◆ **Requirement**
Go through the lines below. Copy those with "highway".

◆ **Supplied entries**
______________________________
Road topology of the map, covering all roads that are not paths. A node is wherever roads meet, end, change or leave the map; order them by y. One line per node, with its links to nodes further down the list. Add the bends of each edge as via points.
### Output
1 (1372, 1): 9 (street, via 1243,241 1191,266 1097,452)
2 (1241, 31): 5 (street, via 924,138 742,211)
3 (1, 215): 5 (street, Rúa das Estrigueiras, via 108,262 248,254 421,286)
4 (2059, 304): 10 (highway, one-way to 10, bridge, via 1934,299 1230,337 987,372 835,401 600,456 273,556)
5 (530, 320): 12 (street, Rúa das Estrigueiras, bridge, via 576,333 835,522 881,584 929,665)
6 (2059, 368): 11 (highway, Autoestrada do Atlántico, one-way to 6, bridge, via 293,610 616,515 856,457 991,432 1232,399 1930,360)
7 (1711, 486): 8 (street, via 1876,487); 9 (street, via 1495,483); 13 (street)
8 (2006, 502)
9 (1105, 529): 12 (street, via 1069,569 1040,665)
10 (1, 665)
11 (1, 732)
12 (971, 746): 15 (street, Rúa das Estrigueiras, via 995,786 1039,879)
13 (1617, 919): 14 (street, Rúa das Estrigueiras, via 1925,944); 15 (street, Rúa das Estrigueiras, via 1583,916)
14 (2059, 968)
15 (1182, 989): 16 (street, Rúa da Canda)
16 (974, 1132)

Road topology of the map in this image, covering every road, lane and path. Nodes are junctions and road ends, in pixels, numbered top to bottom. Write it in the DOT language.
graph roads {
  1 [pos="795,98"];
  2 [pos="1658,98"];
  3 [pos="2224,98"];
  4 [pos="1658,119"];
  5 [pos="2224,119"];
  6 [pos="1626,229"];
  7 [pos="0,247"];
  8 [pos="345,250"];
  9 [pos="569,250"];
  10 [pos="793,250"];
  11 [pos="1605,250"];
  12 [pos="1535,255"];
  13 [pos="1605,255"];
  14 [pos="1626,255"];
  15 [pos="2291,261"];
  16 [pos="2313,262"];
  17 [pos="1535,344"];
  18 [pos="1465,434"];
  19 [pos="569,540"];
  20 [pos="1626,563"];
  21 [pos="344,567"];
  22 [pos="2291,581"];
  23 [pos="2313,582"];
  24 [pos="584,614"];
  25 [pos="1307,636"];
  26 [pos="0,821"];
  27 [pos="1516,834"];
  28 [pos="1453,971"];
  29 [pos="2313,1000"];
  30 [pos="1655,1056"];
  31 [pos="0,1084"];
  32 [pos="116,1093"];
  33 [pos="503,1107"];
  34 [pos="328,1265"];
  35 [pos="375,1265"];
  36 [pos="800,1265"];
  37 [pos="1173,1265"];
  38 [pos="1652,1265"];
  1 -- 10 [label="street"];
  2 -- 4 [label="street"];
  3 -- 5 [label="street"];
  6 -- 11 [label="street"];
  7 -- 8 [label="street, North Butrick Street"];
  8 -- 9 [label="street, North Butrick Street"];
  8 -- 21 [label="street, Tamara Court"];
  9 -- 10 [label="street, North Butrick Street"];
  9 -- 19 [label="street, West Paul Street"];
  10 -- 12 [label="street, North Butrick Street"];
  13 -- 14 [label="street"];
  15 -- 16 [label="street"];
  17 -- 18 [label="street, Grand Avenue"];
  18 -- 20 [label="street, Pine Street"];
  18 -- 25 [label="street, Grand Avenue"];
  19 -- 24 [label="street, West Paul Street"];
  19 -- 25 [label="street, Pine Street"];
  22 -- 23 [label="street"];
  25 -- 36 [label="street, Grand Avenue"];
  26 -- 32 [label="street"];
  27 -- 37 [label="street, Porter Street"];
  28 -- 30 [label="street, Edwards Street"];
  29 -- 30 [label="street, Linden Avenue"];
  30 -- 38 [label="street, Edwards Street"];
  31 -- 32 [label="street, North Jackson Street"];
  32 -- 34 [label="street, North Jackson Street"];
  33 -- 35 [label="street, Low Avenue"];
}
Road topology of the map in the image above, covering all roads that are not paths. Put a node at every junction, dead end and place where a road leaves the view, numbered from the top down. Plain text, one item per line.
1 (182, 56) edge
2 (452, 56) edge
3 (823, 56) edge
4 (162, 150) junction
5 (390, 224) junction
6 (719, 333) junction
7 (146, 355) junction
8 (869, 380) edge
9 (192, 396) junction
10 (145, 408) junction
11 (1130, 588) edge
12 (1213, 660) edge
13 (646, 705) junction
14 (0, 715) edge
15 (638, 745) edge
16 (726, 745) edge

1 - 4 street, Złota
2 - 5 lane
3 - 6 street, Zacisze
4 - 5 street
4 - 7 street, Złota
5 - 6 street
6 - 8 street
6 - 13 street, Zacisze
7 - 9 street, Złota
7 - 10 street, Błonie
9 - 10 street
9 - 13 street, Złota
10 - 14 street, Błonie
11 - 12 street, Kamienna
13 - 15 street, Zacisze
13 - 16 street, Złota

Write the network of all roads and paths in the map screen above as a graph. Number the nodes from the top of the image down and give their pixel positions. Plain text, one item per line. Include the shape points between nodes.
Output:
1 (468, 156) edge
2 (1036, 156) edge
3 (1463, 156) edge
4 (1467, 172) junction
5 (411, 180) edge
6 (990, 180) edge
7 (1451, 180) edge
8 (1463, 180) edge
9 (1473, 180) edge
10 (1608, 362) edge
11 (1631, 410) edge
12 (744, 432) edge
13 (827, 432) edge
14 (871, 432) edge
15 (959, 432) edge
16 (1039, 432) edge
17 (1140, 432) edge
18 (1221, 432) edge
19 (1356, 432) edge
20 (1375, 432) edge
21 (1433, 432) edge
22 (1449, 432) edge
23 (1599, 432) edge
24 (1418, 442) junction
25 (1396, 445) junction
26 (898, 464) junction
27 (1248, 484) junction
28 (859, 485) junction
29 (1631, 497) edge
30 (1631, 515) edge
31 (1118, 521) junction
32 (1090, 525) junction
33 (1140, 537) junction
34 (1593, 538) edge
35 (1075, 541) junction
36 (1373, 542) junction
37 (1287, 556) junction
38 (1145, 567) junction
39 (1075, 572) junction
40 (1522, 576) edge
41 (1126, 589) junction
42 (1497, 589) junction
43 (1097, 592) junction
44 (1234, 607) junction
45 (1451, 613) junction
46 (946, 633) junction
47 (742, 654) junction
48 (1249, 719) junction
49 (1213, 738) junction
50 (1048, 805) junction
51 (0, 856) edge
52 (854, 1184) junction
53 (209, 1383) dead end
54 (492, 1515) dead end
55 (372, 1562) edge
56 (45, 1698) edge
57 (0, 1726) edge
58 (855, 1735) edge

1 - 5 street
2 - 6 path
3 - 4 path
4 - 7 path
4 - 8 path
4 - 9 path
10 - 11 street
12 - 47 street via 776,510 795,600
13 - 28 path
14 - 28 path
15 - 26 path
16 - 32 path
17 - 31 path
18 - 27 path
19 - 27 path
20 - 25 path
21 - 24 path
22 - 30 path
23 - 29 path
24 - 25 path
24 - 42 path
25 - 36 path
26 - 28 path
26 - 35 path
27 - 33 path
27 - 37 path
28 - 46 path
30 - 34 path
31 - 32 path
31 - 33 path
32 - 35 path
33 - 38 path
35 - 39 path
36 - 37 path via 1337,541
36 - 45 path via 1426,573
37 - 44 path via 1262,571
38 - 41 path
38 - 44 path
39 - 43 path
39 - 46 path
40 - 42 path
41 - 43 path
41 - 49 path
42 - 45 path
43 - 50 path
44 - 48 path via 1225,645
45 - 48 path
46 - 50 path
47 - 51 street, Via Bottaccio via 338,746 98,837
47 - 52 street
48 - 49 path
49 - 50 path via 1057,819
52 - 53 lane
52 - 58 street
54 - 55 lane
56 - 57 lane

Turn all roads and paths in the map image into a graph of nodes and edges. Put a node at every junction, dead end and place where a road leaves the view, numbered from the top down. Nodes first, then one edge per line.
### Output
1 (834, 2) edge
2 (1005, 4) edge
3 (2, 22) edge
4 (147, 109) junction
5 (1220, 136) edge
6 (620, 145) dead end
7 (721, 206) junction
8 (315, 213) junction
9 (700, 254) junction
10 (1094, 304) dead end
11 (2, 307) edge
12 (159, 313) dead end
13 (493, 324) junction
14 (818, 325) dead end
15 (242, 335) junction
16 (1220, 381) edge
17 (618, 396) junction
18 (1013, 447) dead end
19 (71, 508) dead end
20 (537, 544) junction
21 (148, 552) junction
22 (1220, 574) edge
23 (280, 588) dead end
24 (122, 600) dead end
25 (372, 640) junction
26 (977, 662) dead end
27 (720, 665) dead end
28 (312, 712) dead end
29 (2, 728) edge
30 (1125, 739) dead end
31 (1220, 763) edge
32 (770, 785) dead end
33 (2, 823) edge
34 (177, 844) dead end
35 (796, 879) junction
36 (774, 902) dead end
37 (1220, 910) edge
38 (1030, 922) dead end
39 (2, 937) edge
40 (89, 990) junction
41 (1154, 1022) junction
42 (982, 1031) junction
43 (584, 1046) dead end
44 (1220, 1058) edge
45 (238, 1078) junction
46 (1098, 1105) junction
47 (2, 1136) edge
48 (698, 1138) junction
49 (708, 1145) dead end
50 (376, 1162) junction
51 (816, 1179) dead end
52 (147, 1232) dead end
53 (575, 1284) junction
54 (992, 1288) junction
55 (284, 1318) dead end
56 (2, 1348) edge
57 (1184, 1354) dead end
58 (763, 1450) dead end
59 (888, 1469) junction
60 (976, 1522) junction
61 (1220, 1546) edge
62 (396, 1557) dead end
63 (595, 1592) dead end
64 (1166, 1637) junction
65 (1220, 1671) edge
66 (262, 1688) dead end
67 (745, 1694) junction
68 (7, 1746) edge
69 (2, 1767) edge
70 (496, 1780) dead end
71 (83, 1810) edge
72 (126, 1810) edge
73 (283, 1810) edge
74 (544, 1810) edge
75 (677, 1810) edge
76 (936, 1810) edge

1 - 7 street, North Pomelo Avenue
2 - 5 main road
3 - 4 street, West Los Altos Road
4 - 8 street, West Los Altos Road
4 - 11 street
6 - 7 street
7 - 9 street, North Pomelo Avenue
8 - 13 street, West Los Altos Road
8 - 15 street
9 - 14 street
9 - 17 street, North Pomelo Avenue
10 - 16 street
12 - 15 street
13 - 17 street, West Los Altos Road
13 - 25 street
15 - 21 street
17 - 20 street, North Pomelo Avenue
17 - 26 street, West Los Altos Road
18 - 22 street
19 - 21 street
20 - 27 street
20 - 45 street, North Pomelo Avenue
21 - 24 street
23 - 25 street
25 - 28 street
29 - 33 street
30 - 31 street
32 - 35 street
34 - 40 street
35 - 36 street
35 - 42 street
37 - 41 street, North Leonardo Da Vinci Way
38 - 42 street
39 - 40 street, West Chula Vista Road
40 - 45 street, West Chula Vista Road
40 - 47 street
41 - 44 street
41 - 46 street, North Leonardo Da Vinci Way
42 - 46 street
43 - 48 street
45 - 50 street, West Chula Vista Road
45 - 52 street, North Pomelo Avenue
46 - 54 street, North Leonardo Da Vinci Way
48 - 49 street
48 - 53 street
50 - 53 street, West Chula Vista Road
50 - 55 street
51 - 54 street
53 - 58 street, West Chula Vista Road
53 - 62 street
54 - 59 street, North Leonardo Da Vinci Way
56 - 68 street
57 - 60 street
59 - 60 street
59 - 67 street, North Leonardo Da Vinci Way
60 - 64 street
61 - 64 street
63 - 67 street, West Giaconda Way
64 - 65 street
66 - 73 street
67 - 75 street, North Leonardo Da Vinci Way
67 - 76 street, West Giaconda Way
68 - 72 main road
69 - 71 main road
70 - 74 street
______________________________
◆ **Solution to this task**
4 (2059, 304): 10 (highway, one-way to 10, bridge, via 1934,299 1230,337 987,372 835,401 600,456 273,556)
6 (2059, 368): 11 (highway, Autoestrada do Atlántico, one-way to 6, bridge, via 293,610 616,515 856,457 991,432 1232,399 1930,360)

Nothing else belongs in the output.